Copy the result of filtering the entries below for lines that include the string "dead".

Saved entries

┏━━

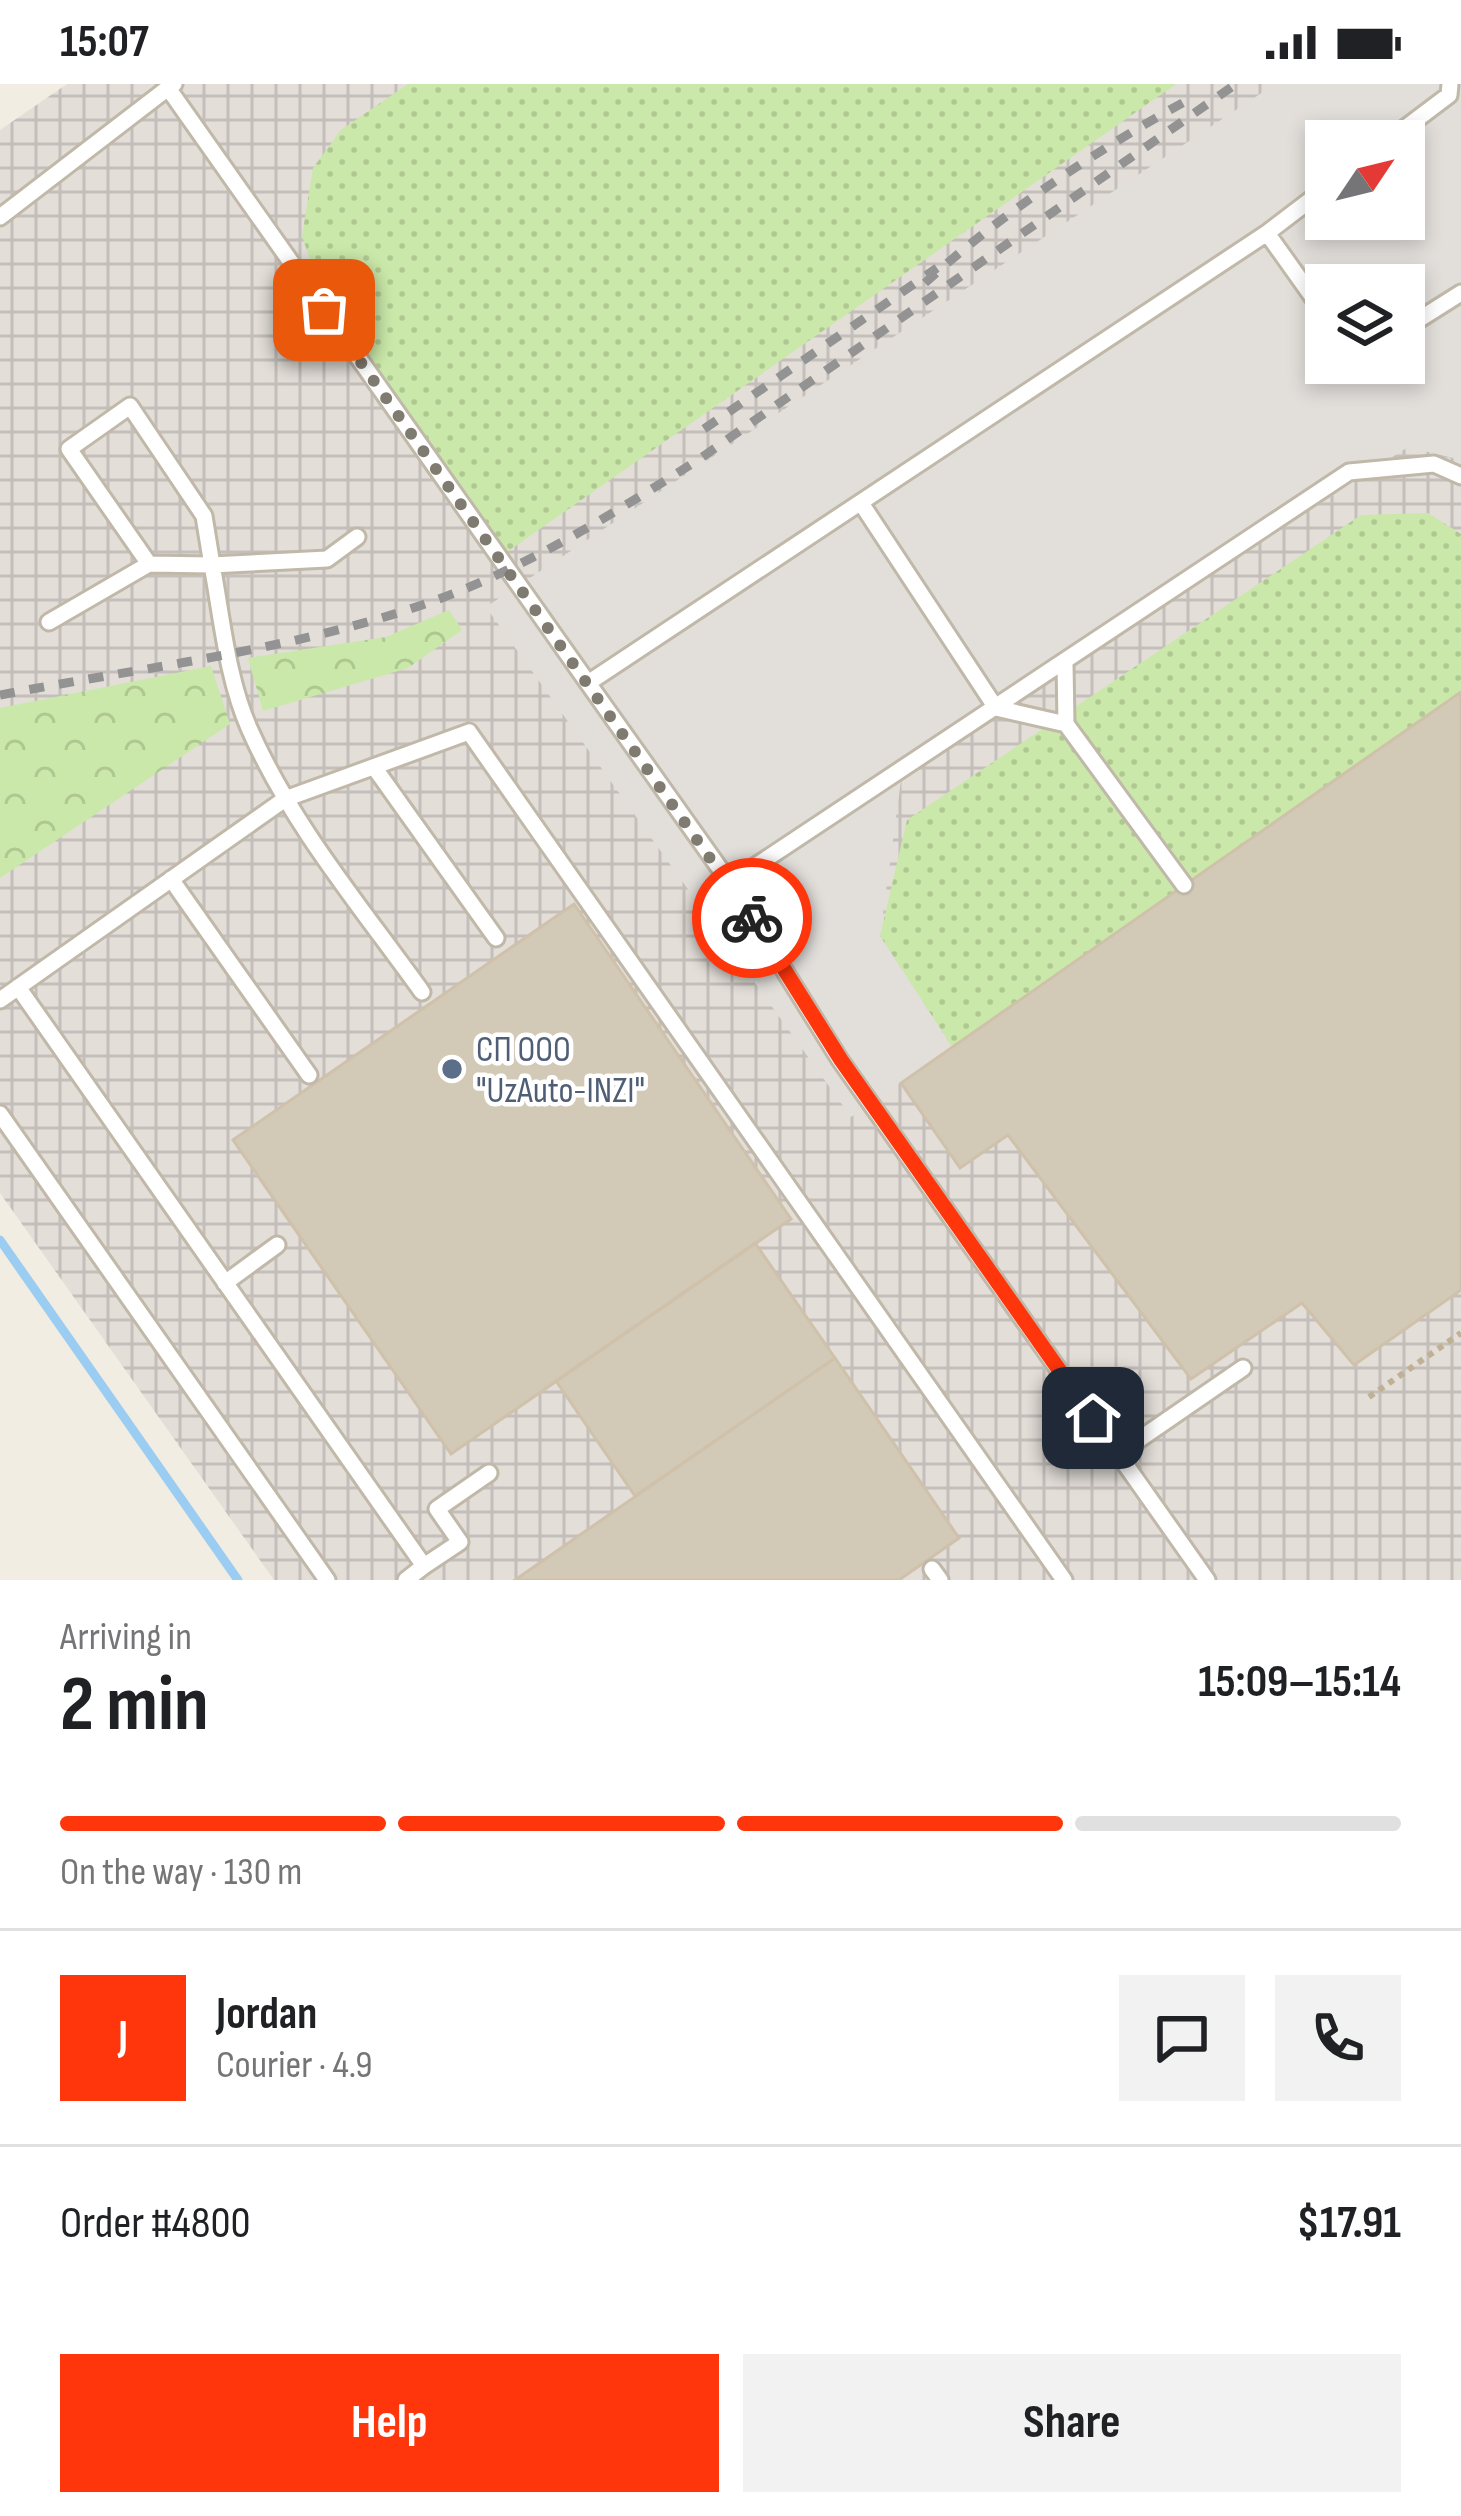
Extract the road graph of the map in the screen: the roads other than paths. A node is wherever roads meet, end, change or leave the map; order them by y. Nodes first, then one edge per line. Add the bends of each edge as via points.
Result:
1 (1450, 84) edge
2 (171, 86) edge
3 (1416, 120) edge
4 (1305, 204) edge
5 (0, 217) edge
6 (1268, 233) junction
7 (1305, 286) edge
8 (1461, 292) edge
9 (1425, 315) edge
10 (1461, 476) edge
11 (861, 503) junction
12 (357, 537) dead end
13 (148, 564) junction
14 (212, 565) junction
15 (49, 622) dead end
16 (1065, 663) junction
17 (588, 683) junction
18 (996, 708) junction
19 (1066, 724) junction
20 (374, 767) junction
21 (284, 800) junction
22 (171, 879) junction
23 (730, 883) junction
24 (1184, 885) dead end
25 (496, 938) dead end
26 (18, 987) junction
27 (422, 992) dead end
28 (0, 1000) edge
29 (309, 1075) dead end
30 (0, 1114) edge
31 (277, 1245) dead end
32 (225, 1283) junction
33 (1243, 1369) dead end
34 (1118, 1454) junction
35 (489, 1473) dead end
36 (424, 1566) junction
37 (327, 1580) edge
38 (406, 1580) edge
39 (1064, 1580) edge
40 (1207, 1580) edge

1 - 3 lane via 1449,95
2 - 5 lane
2 - 17 lane
4 - 6 lane
6 - 7 lane
6 - 11 lane
8 - 9 lane
10 - 16 lane via 1434,464 1349,472
11 - 17 lane
11 - 18 lane
12 - 14 lane via 327,559
13 - 14 lane
13 - 14 lane via 69,449 130,406 204,516
13 - 15 lane
14 - 21 lane via 247,724
16 - 18 lane
16 - 19 lane
17 - 23 lane
18 - 19 lane
18 - 23 lane
19 - 24 lane
20 - 21 lane
20 - 25 lane
20 - 39 lane via 469,732
21 - 22 lane
21 - 27 lane
22 - 26 lane
22 - 29 lane
23 - 34 lane via 841,1060
26 - 28 lane
26 - 32 lane
30 - 37 lane
31 - 32 lane
32 - 36 lane
33 - 34 lane
34 - 40 lane
35 - 36 lane via 437,1509 460,1542
36 - 38 lane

┗━━

EXERCISE SOLUTION
12 (357, 537) dead end
15 (49, 622) dead end
24 (1184, 885) dead end
25 (496, 938) dead end
27 (422, 992) dead end
29 (309, 1075) dead end
31 (277, 1245) dead end
33 (1243, 1369) dead end
35 (489, 1473) dead end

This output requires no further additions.